Re-introduce OAuth2 Security Scheme to TD

[mmccool]

Full OAuth2 was removed from the last TD spec due to a lack of implementations. However, it is important, and a full implementation is necessary for consistency with other standards. So we should re-introduce it... and get two implementations done. One of those should certainly be node-wot; we should discuss another. We probably should also define "features" as "OAuth2 flows" for test and validation purposes.l

It happens to also be important for some PoCs that are in progress.

[mmccool]

Action: Create a PR to re-introduce a "full" OAuth2 security scheme back into the TD spec.

[mmccool]

Notes:

1. probably should support ALL flows for consistency
2. should look again at OpenAPI and aim for consistency with that spec as well
3. should align with PoCs and implementation use cases, and with the node-wot "reference implementation"
4. should aim for release as part of the TD "update"

[relu91]

Just a couple of comments about oAuth2.0 code flow. As far as I understand the protocol, it requires user (human) interaction; therefore it is not feasible during a device to device communication (unless a human triggers this interaction? How to handle this scenario?). However, in eclipse/thingweb.node-wot#201 I pinpointed other two use cases where the user interacts through node-wot client with the device.
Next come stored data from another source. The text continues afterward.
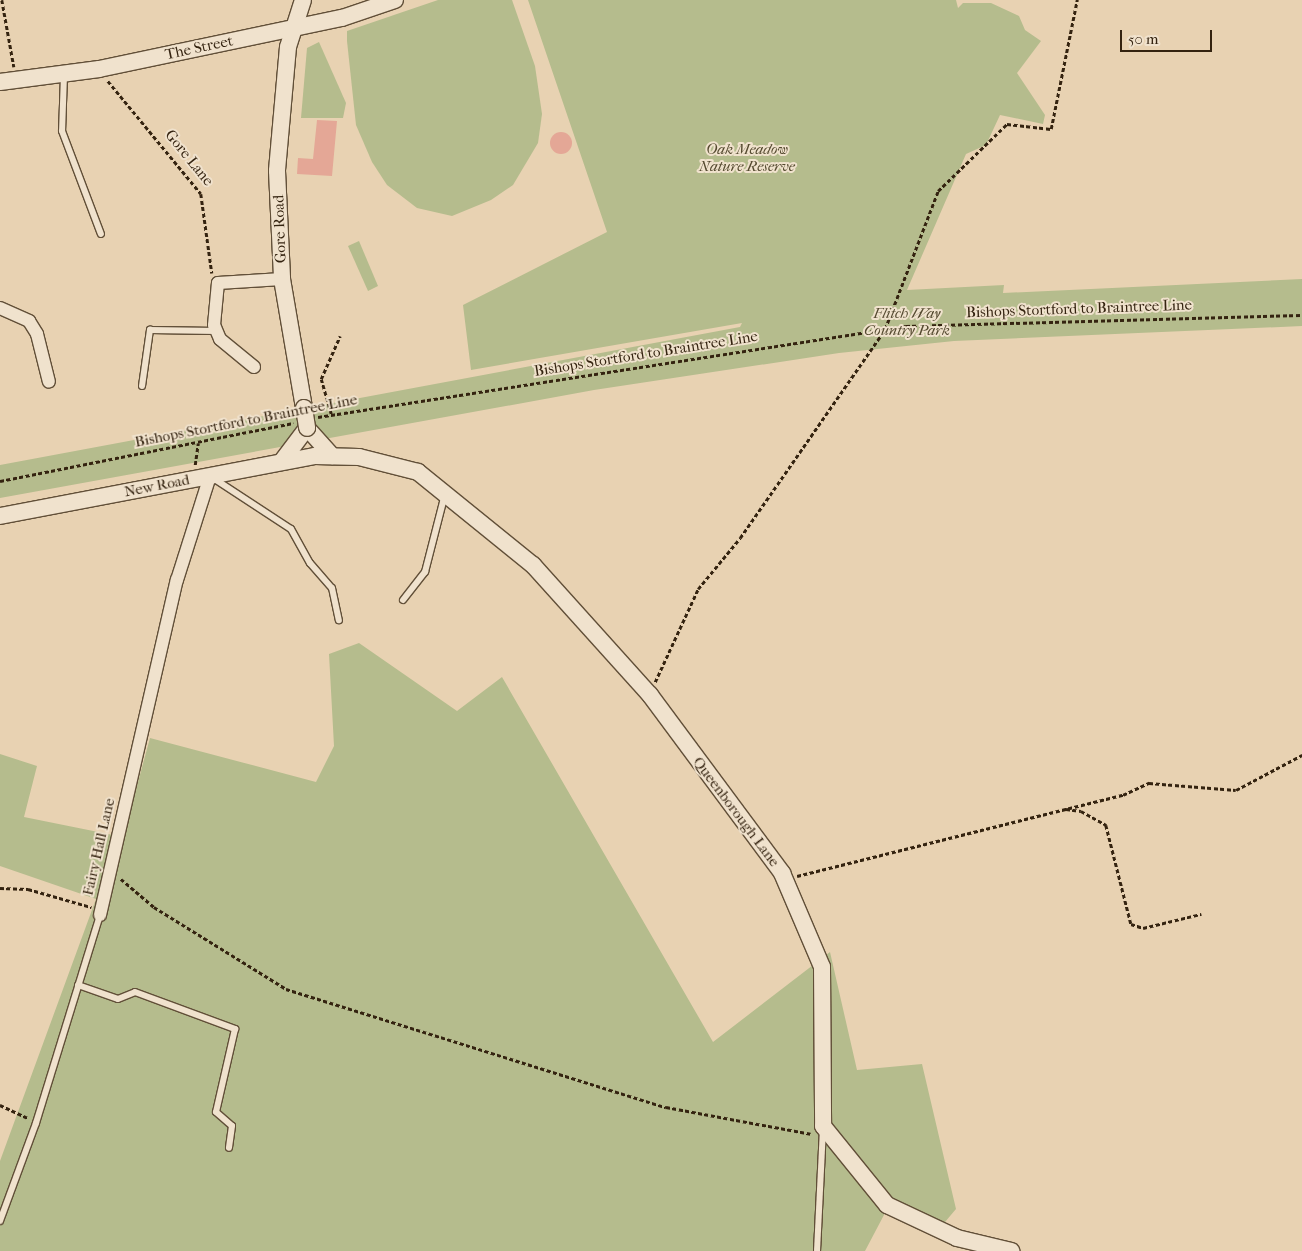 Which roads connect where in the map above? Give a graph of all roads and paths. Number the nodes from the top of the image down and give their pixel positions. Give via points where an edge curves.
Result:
1 (2, 0) edge
2 (303, 0) edge
3 (394, 0) edge
4 (1077, 0) edge
5 (292, 29) junction
6 (99, 70) junction
7 (64, 75) junction
8 (22, 78) junction
9 (0, 82) edge
10 (101, 234) dead end
11 (282, 279) junction
12 (218, 283) junction
13 (1, 305) edge
14 (1302, 315) edge
15 (885, 329) junction
16 (217, 331) junction
17 (340, 336) dead end
18 (254, 366) dead end
19 (49, 382) dead end
20 (142, 386) dead end
21 (332, 414) junction
22 (304, 419) junction
23 (198, 443) junction
24 (315, 456) joint
25 (332, 456) junction
26 (282, 461) junction
27 (202, 478) junction
28 (0, 481) edge
29 (445, 493) junction
30 (0, 516) edge
31 (402, 600) dead end
32 (339, 620) dead end
33 (650, 694) junction
34 (1302, 755) edge
35 (1062, 809) junction
36 (110, 869) junction
37 (784, 879) junction
38 (0, 888) edge
39 (100, 912) junction
40 (1201, 914) dead end
41 (78, 985) junction
42 (0, 1105) edge
43 (36, 1123) junction
44 (823, 1131) junction
45 (229, 1148) dead end
46 (0, 1221) edge
47 (817, 1251) edge
48 (1011, 1251) edge

1 - 8 path via 15,69
2 - 5 street, Gore Road
3 - 5 street, The Street
4 - 15 path via 1051,129 1007,124 938,191
5 - 6 street, The Street
5 - 11 street, Gore Road via 277,171
6 - 7 street, The Street
6 - 12 path, Gore Lane via 166,157 201,194 212,274
7 - 8 street, The Street
7 - 10 lane via 62,131
8 - 9 street, The Street
11 - 12 street
11 - 22 street, Gore Road
12 - 16 street via 214,300
13 - 19 street via 29,321 38,334
14 - 15 path, Bishops Stortford to Braintree Line
15 - 21 path, Bishops Stortford to Braintree Line
15 - 33 path via 740,538 698,589
16 - 18 street via 220,339
16 - 20 lane via 150,330
17 - 21 path via 322,379
21 - 22 path, Bishops Stortford to Braintree Line
22 - 23 path, Bishops Stortford to Braintree Line
22 - 25 street
22 - 26 street
23 - 27 path
23 - 28 path, Bishops Stortford to Braintree Line
24 - 25 street, Queenborough Lane
24 - 26 street, New Road
25 - 29 street, Queenborough Lane via 418,472
26 - 27 street, New Road
27 - 30 street, New Road
27 - 32 lane via 291,529 310,563 332,588
27 - 36 street, Fairy Hall Lane
29 - 31 lane via 425,572
29 - 33 street, Queenborough Lane via 533,565
33 - 37 street, Queenborough Lane
34 - 35 path via 1236,790 1149,783 1123,795
35 - 37 path
35 - 40 path via 1081,811 1106,825 1131,924 1143,928
36 - 39 street, Fairy Hall Lane
36 - 44 path via 154,907 286,989 666,1107
37 - 44 street, Queenborough Lane via 822,967
38 - 39 path via 28,890
39 - 41 lane, Fairy Hall Lane
41 - 43 lane, Fairy Hall Lane
41 - 45 lane via 118,999 135,992 235,1029 216,1112 232,1126
42 - 43 path
43 - 46 lane, Fairy Hall Lane
44 - 47 lane
44 - 48 street via 887,1205 956,1238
Finally, another flow that is worth to mention and it is quite well spread is the device extension flow. It still requires human intervention though.

[mmccool]

This issue can be closed now, we have reviewed the flows and decided to only allow "code" and "client" from the standard flows in TD 1.1, and also added "device". However, "password" and "implicit" are deprecated and not considered secure, so we are not including built-in support for them (they can however be used via an extension.)